I hate to lose. It’s interesting because I don’t think of myself as an obsessively competitive person. Yet, when someone can’t see the picture I so eloquently paint or can’t understand the value that seems so obvious, I get, for lack of a better word, pissed.
But, while I was stewing in anger recently, I realized it was misdirected and, as a result, less constructive than it could have been. I needed to take more responsibility. Let me explain.
At times, perhaps my eloquent painting or my obvious value isn’t so eloquent and obvious to other people. When you’re in the trenches with something, you are carrying with you tons of institutional knowledge. You imply meaning out of words.
This happened with a great client this week. During a messaging exercise, we were writing “at scale” to convey a point. We all knew what that meant because we knew the company. In a moment of self-reflection, however, we realized that someone new could interpret it in multiple ways. Leaving something up for interpretation is a killer.

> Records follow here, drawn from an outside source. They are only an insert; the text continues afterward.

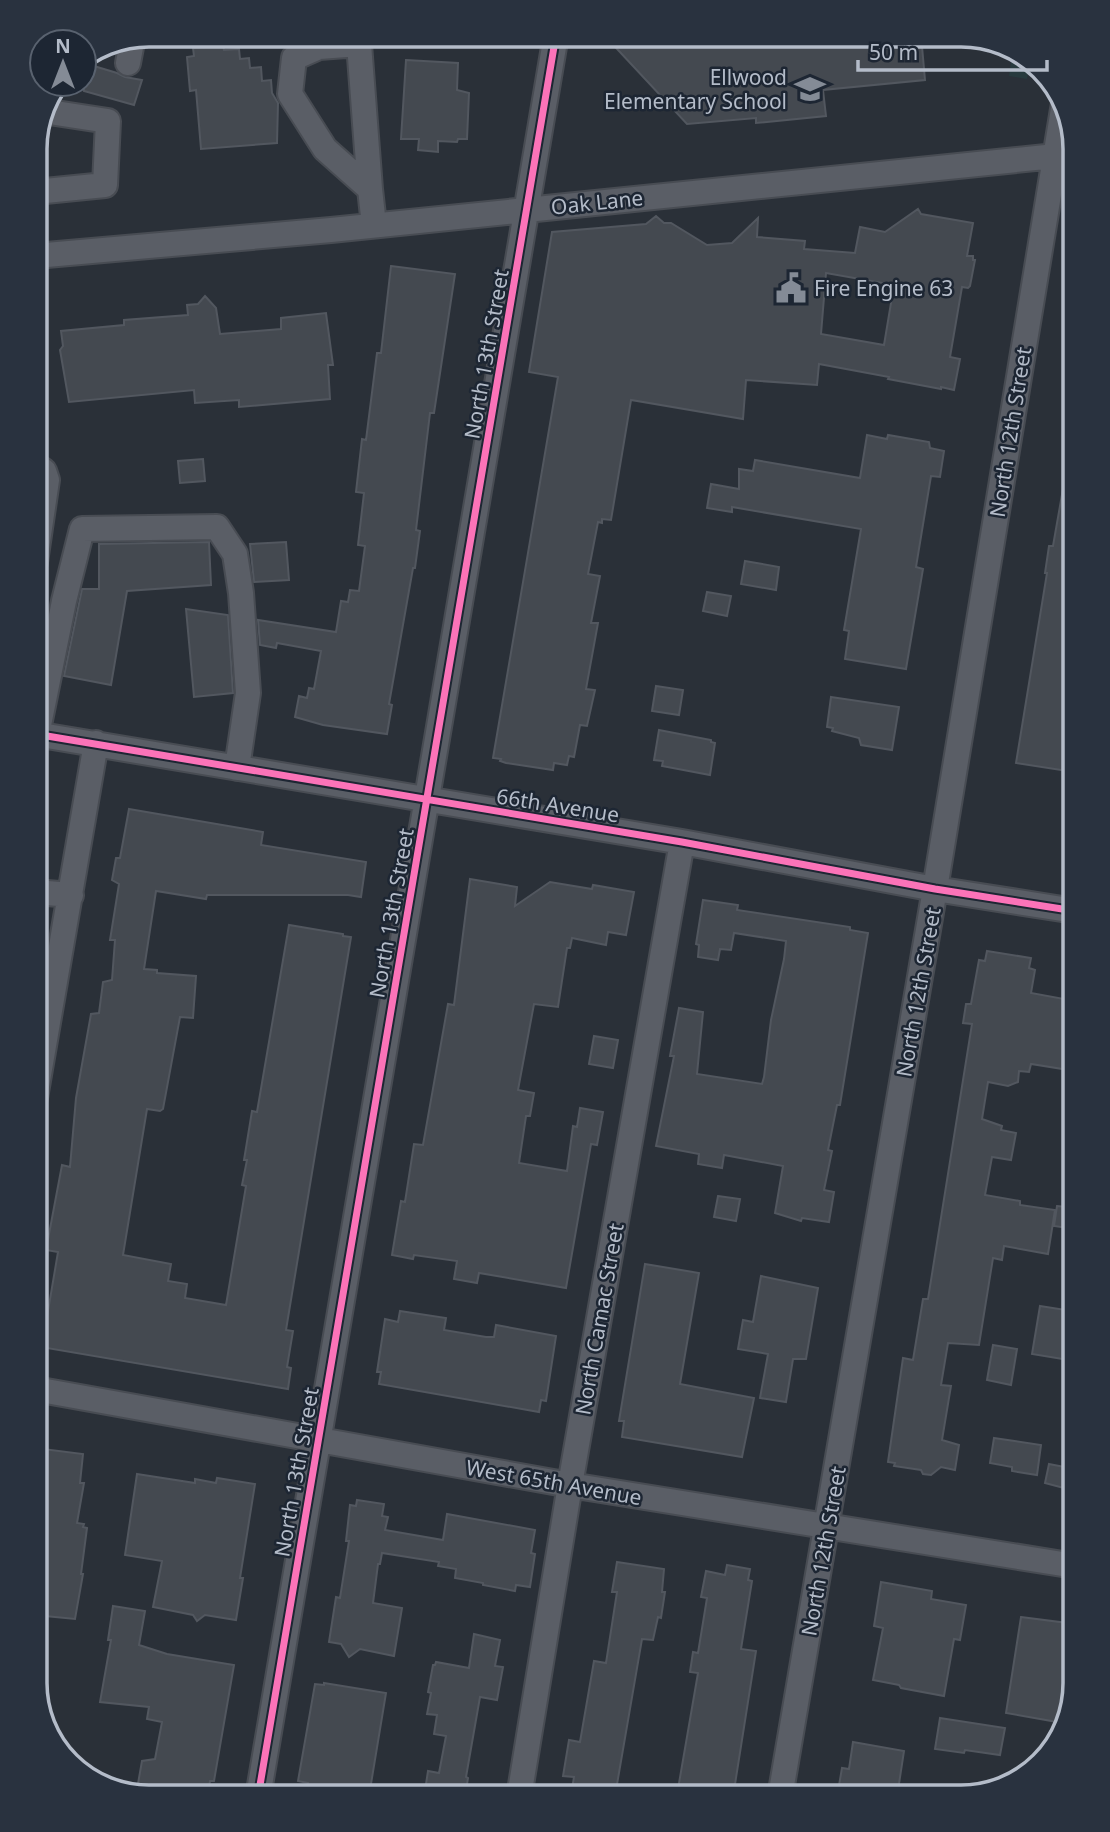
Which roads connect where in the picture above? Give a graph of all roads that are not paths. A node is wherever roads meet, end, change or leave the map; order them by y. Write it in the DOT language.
graph roads {
  1 [pos="319,47"];
  2 [pos="359,47"];
  3 [pos="554,47"];
  4 [pos="55,113"];
  5 [pos="1063,155"];
  6 [pos="1063,166"];
  7 [pos="370,188"];
  8 [pos="47,191"];
  9 [pos="528,209"];
  10 [pos="374,225"];
  11 [pos="47,255"];
  12 [pos="47,682"];
  13 [pos="47,736"];
  14 [pos="96,743"];
  15 [pos="237,768"];
  16 [pos="428,802"];
  17 [pos="682,842"];
  18 [pos="935,889"];
  19 [pos="47,893"];
  20 [pos="71,895"];
  21 [pos="1063,909"];
  22 [pos="47,1030"];
  23 [pos="47,1391"];
  24 [pos="319,1441"];
  25 [pos="570,1485"];
  26 [pos="827,1526"];
  27 [pos="1063,1564"];
  28 [pos="260,1785"];
  29 [pos="521,1785"];
  30 [pos="782,1785"];
  1 -- 7 [label="street"];
  2 -- 7 [label="street"];
  3 -- 9 [label="street, North 13th Street"];
  4 -- 8 [label="street"];
  5 -- 9 [label="street, Oak Lane"];
  6 -- 18 [label="street, North 12th Street"];
  7 -- 10 [label="street"];
  9 -- 10 [label="street, Oak Lane"];
  9 -- 16 [label="street, North 13th Street"];
  10 -- 11 [label="street, Oak Lane"];
  12 -- 15 [label="street"];
  13 -- 14 [label="street, 66th Avenue"];
  14 -- 15 [label="street, 66th Avenue"];
  14 -- 20 [label="street"];
  15 -- 16 [label="street, 66th Avenue"];
  16 -- 17 [label="street, 66th Avenue"];
  16 -- 24 [label="street, North 13th Street"];
  17 -- 18 [label="street, 66th Avenue"];
  17 -- 25 [label="street, North Camac Street"];
  18 -- 21 [label="street, 66th Avenue"];
  18 -- 26 [label="street, North 12th Street"];
  19 -- 20 [label="street"];
  20 -- 22 [label="street"];
  23 -- 24 [label="street, West 65th Avenue"];
  24 -- 25 [label="street, West 65th Avenue"];
  24 -- 28 [label="street, North 13th Street"];
  25 -- 26 [label="street, West 65th Avenue"];
  25 -- 29 [label="street, North Camac Street"];
  26 -- 27 [label="street, West 65th Avenue"];
  26 -- 30 [label="street, North 12th Street"];
}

This is why I am trying to no longer get mad at the other end of my pitch. I take every at bat as an opportunity to improve. Of course, there will always be times that someone understands 100% of what you’re saying and it just isn’t a fit. But more often than not it is because I am talking to them in my words, not theirs. The Golden Rule used to be: Treat others as you want to be treated. The Platinum Rule evolved to be: Treat others the way they want to be treated.
If I fail to reach you, that is my problem, not yours.
So, moving forward, I may still get mad — but at myself. And I will use it as fuel to sharpen my pitch, clarify my value proposition and deliver a story so compelling there will be really no excuse not to accept.
If I do that, then I will already be winning.